Marco walked over to the desk and
opened the envelope which was lying there. There
were only a few lines on the sheet of paper inside
and they had evidently been written in the greatest
haste. They were these:
“The Life of my life—for Samavia.”
“He was called—to
Samavia,” Marco said, and the thought sent his
blood rushing through his veins. “He has
gone to Samavia!”
Lazarus drew his hand roughly across
his eyes and his voice shook and sounded hoarse.
“There has been great disaffection
in the camps of the Maranovitch,” he said.
“The remnant of the army has gone mad. Sir,
silence is still the order, but who knows—who
knows? God alone.”
He had not finished speaking before
he turned his head as if listening to sounds in the
road. They were the kind of sounds which had broken
up The Squad, and sent it rushing down the passage
into the street to seize on a newspaper. There
was to be heard a commotion of newsboys shouting riotously
some startling piece of news which had called out an
“Extra.”
The Rat heard it first and dashed
to the front door. As he opened it a newsboy
running by shouted at the topmost power of his lungs
the news he had to sell: “Assassination
of King Michael Maranovitch by his own soldiers!

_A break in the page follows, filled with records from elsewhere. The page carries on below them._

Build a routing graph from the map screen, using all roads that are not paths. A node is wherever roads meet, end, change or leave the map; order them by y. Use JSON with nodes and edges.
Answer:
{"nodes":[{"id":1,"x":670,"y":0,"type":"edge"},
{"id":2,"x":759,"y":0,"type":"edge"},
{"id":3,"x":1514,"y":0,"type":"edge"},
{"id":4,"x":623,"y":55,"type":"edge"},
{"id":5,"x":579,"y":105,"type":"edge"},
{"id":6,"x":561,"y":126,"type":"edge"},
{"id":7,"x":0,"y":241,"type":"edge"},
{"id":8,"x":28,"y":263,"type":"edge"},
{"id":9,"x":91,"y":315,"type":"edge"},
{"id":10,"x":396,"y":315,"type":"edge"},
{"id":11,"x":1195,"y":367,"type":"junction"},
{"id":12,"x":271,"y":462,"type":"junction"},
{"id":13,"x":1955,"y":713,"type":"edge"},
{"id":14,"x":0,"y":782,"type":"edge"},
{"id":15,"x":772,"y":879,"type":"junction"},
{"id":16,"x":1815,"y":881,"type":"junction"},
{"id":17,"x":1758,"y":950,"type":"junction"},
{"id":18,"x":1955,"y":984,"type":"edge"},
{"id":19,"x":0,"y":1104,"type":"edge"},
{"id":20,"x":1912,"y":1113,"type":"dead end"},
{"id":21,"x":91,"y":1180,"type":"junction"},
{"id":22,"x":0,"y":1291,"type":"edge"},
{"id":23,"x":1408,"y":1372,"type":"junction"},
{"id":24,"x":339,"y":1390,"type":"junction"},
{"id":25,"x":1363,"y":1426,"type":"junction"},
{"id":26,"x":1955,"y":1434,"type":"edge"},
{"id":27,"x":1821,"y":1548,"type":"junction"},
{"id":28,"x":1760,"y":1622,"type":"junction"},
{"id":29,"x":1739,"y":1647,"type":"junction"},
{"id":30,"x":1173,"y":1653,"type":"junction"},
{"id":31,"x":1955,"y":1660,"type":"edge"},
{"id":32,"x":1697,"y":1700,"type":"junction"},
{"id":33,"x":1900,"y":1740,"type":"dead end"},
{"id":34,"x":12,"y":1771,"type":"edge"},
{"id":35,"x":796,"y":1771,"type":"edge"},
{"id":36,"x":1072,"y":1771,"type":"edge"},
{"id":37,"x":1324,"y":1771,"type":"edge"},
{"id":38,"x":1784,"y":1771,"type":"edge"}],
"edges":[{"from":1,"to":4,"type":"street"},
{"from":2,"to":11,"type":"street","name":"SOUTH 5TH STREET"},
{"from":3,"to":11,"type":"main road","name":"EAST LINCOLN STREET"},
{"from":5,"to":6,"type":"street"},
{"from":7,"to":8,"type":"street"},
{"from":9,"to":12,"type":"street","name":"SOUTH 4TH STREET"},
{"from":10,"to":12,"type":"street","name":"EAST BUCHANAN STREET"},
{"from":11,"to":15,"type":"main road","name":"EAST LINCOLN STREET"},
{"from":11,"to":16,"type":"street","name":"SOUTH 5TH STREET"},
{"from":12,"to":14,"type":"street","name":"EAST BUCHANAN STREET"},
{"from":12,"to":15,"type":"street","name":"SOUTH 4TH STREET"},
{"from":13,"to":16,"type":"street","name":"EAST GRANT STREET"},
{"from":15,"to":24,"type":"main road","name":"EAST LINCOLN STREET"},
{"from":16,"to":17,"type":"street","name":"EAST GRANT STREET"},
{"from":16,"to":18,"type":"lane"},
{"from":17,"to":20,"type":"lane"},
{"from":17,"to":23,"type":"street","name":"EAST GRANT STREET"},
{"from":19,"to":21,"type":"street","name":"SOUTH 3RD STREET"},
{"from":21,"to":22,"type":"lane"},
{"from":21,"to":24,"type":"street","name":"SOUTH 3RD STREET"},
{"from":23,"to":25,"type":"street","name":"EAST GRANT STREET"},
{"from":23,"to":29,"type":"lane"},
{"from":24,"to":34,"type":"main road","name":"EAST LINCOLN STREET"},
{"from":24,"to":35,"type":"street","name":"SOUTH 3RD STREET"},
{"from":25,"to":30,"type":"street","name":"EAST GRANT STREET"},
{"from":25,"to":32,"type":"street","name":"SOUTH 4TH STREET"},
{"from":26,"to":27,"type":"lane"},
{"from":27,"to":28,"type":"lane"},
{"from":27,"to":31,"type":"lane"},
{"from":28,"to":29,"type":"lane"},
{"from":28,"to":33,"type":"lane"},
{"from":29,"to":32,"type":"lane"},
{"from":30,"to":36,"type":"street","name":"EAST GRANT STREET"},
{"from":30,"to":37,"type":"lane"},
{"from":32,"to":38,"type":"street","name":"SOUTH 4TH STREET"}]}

Assassination of the Maranovitch! Extra!
Extra! Extra!”
When The Rat returned with a newspaper,
Lazarus interposed between him and Marco with great
and respectful ceremony. “Sir,” he
said to Marco, “I am at your command, but the
Master left me with an order which I was to repeat
to you. He requested you not to read the
newspapers until he himself could see you again.”
Both boys fell back.
“Not read the papers!” they exclaimed
together.
Lazarus had never before been quite so reverential
and ceremonious.
“Your pardon, sir,” he
said. “I may read them at your orders, and
report such things as it is well that you should know.
There have been dark tales told and there may be darker
ones. He asked that you would not read for yourself.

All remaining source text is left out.